When asked about churn, Gordon said the ARGUS business typically sees growth retention “in and around or above 95%,” with churn mainly in long-tail customers such as funds that come and go. He also said data experienced somewhat higher churn last year but that the company has a strategy to address it, while VMS retention is “incredibly high,” with performance more often reflected in upsell and downsell activity than churn.
Outlook, cash generation, and capital returns
Chhabra said guidance is presented on an organic basis for continuing operations only (excluding the appraisal business). He outlined a growth framework in which approximately 80% of growth is expected to come from volume and pricing, and 20% from new logos. He said software is expected to remain the strongest grower with “solid high single-digit growth,” while ARGUS Intelligence is expected to grow at double-digit rates within that category, offset by headwinds from other software categories being resolved onto the platform over time.
Chhabra said the company is not underwriting a market rebound for VMS, and expects sustained growth consistent with current market conditions. He added that data has opportunities for improvement, with progress expected to build over the next couple of quarters. Management said guidance may be updated as additional divestitures are completed.
On margins, management said it expects sustained adjusted EBITDA margin expansion driven primarily by operating efficiencies and expense management, reflecting recent cost actions. In Q&A, Chhabra agreed with an analyst’s characterization that margin expansion should progress steadily through 2026 as the company works toward the margin profile discussed at its Investor Day for 2027.

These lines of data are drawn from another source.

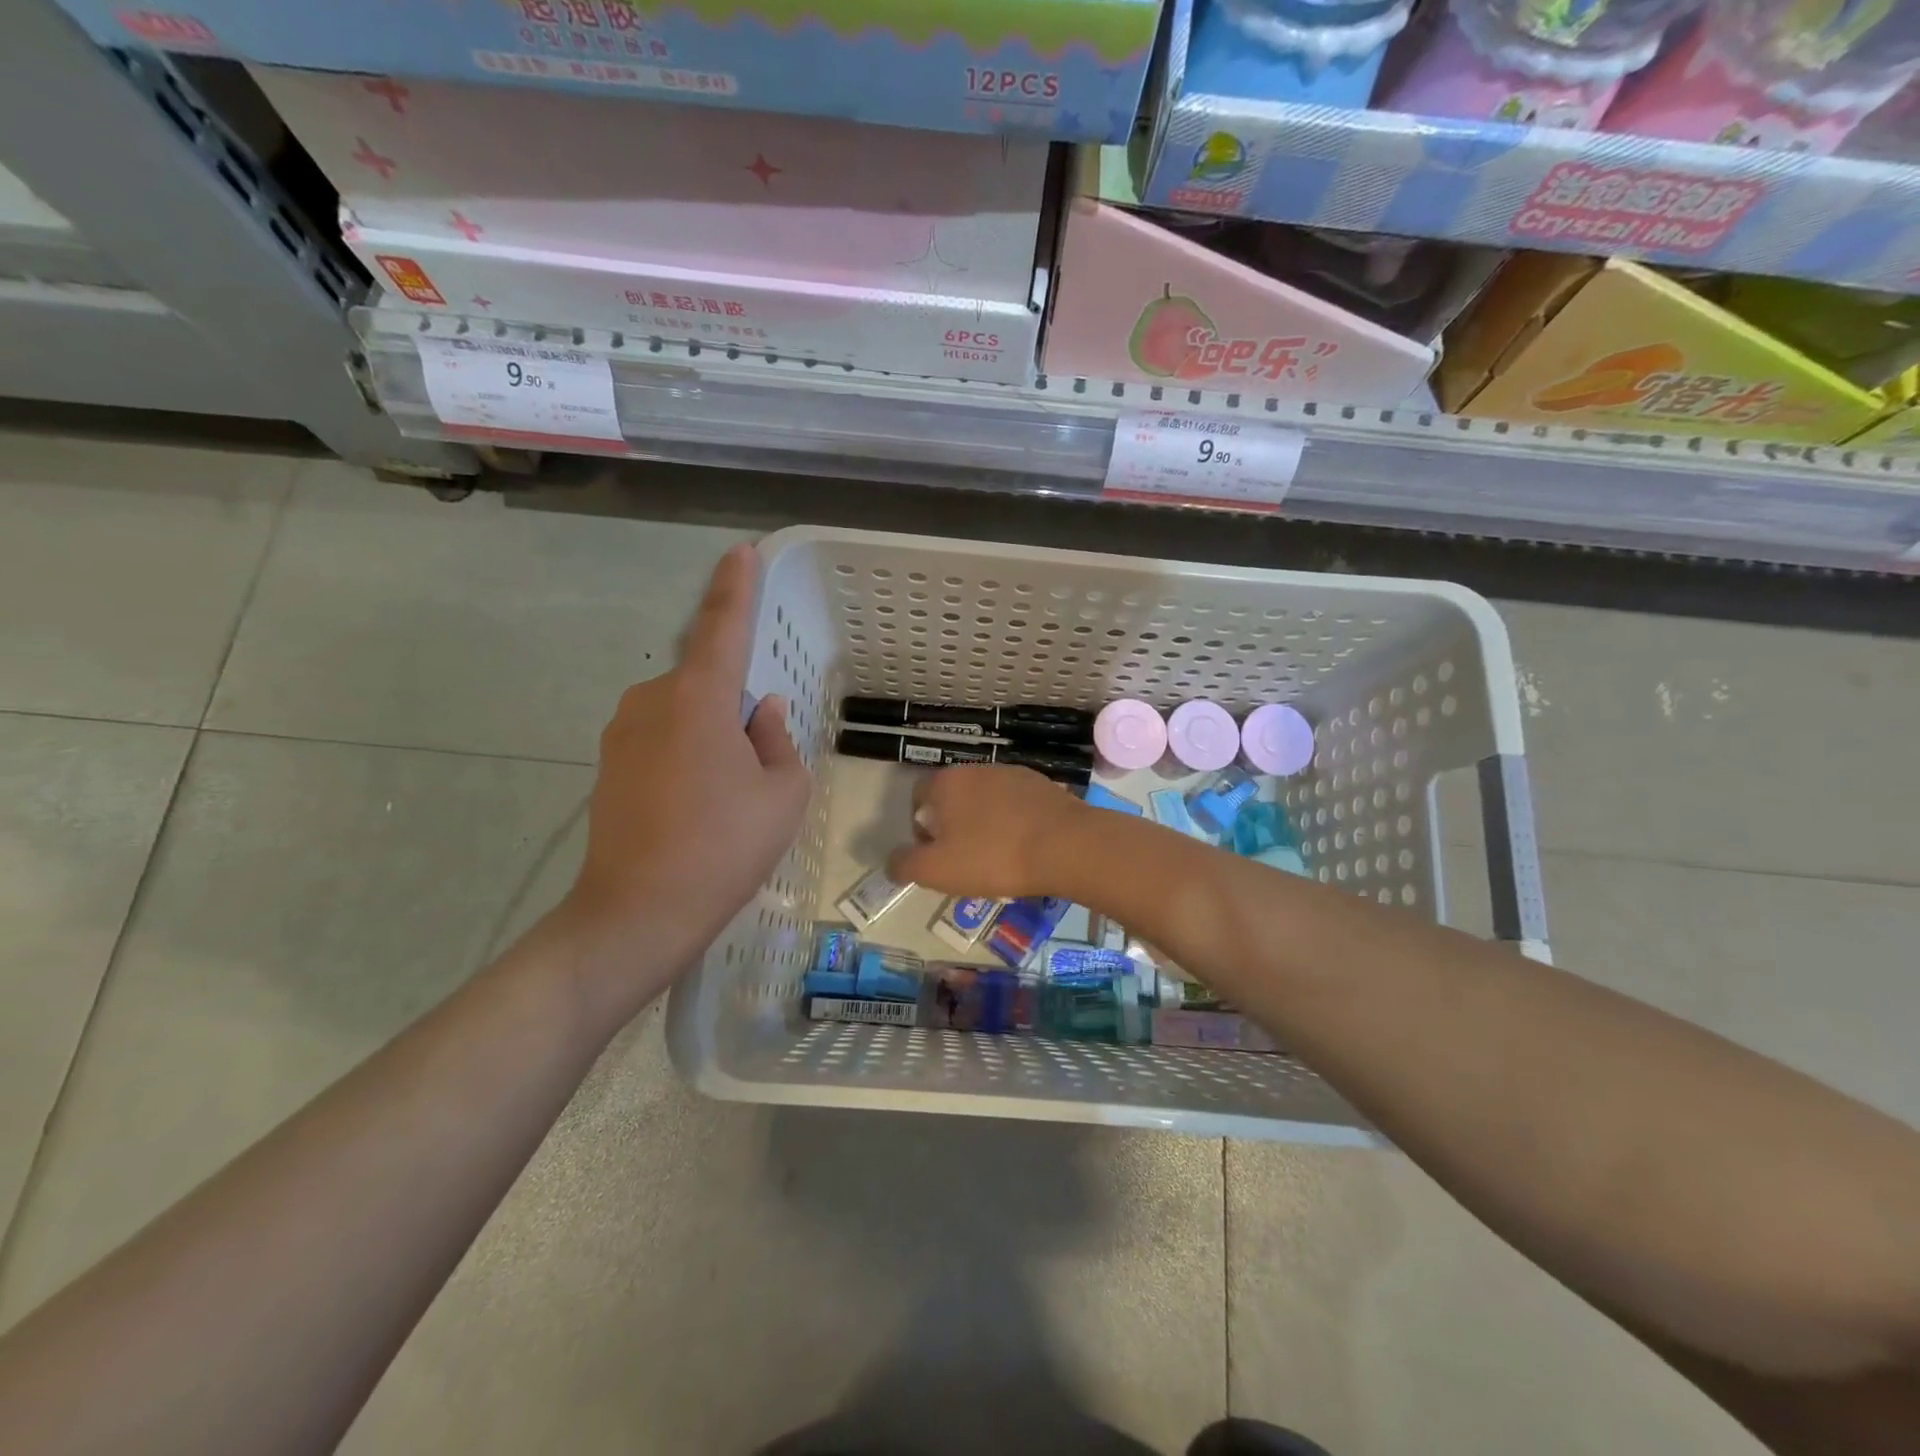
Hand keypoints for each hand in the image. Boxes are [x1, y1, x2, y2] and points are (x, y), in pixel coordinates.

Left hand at [556, 543, 809, 1000]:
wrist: (638, 912)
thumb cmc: (725, 847)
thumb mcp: (782, 794)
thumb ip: (777, 741)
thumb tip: (762, 713)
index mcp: (698, 699)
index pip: (722, 628)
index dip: (735, 588)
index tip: (740, 551)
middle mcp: (651, 702)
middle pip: (706, 683)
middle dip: (736, 710)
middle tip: (757, 770)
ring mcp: (621, 733)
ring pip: (684, 715)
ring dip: (712, 738)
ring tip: (726, 800)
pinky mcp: (607, 765)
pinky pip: (662, 740)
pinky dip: (687, 758)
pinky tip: (696, 809)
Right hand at [887, 764, 1087, 899]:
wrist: (1066, 846)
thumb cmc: (992, 857)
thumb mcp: (936, 870)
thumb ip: (905, 864)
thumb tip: (893, 860)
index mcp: (946, 782)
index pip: (918, 797)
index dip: (920, 828)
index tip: (936, 856)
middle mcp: (977, 768)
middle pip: (952, 798)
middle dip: (953, 827)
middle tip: (965, 861)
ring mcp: (1013, 773)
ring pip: (986, 801)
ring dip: (984, 824)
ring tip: (998, 858)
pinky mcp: (1043, 785)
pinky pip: (1016, 805)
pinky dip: (1013, 823)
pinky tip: (1024, 849)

Executives also emphasized cash generation and balance sheet flexibility. Chhabra said Q4 continued a pattern of strong cash generation with “double-digit growth driven by record conversion,” and said the company expects to move toward a funded debt-to-EBITDA target of roughly 2.5x over time.
On capital returns, Gordon said the board approved an increase to annual plans, giving Altus flexibility to deploy up to CAD 800 million during the year through methods including its normal course issuer bid and potential substantial issuer bids. Management said it is evaluating ways to return up to an additional CAD 450 million to shareholders within the first half of 2026, with a plan to be in the market over the next 100 days. Gordon added that Altus views the current market environment as an attractive opportunity to allocate capital into its own shares.
About Altus Group (TSE:AIF)
Altus Group Ltd operates in the Canadian real estate sector. Its services can be summed up as advisory services, software and data solutions to the property and real estate industry. The company has three reportable segments namely Altus Analytics, Commercial Real Estate Consulting, and Geomatics. It generates maximum revenue from the Commercial Real Estate Consulting segment. A part of its revenue is also derived from the United States, Europe, and the Asia Pacific.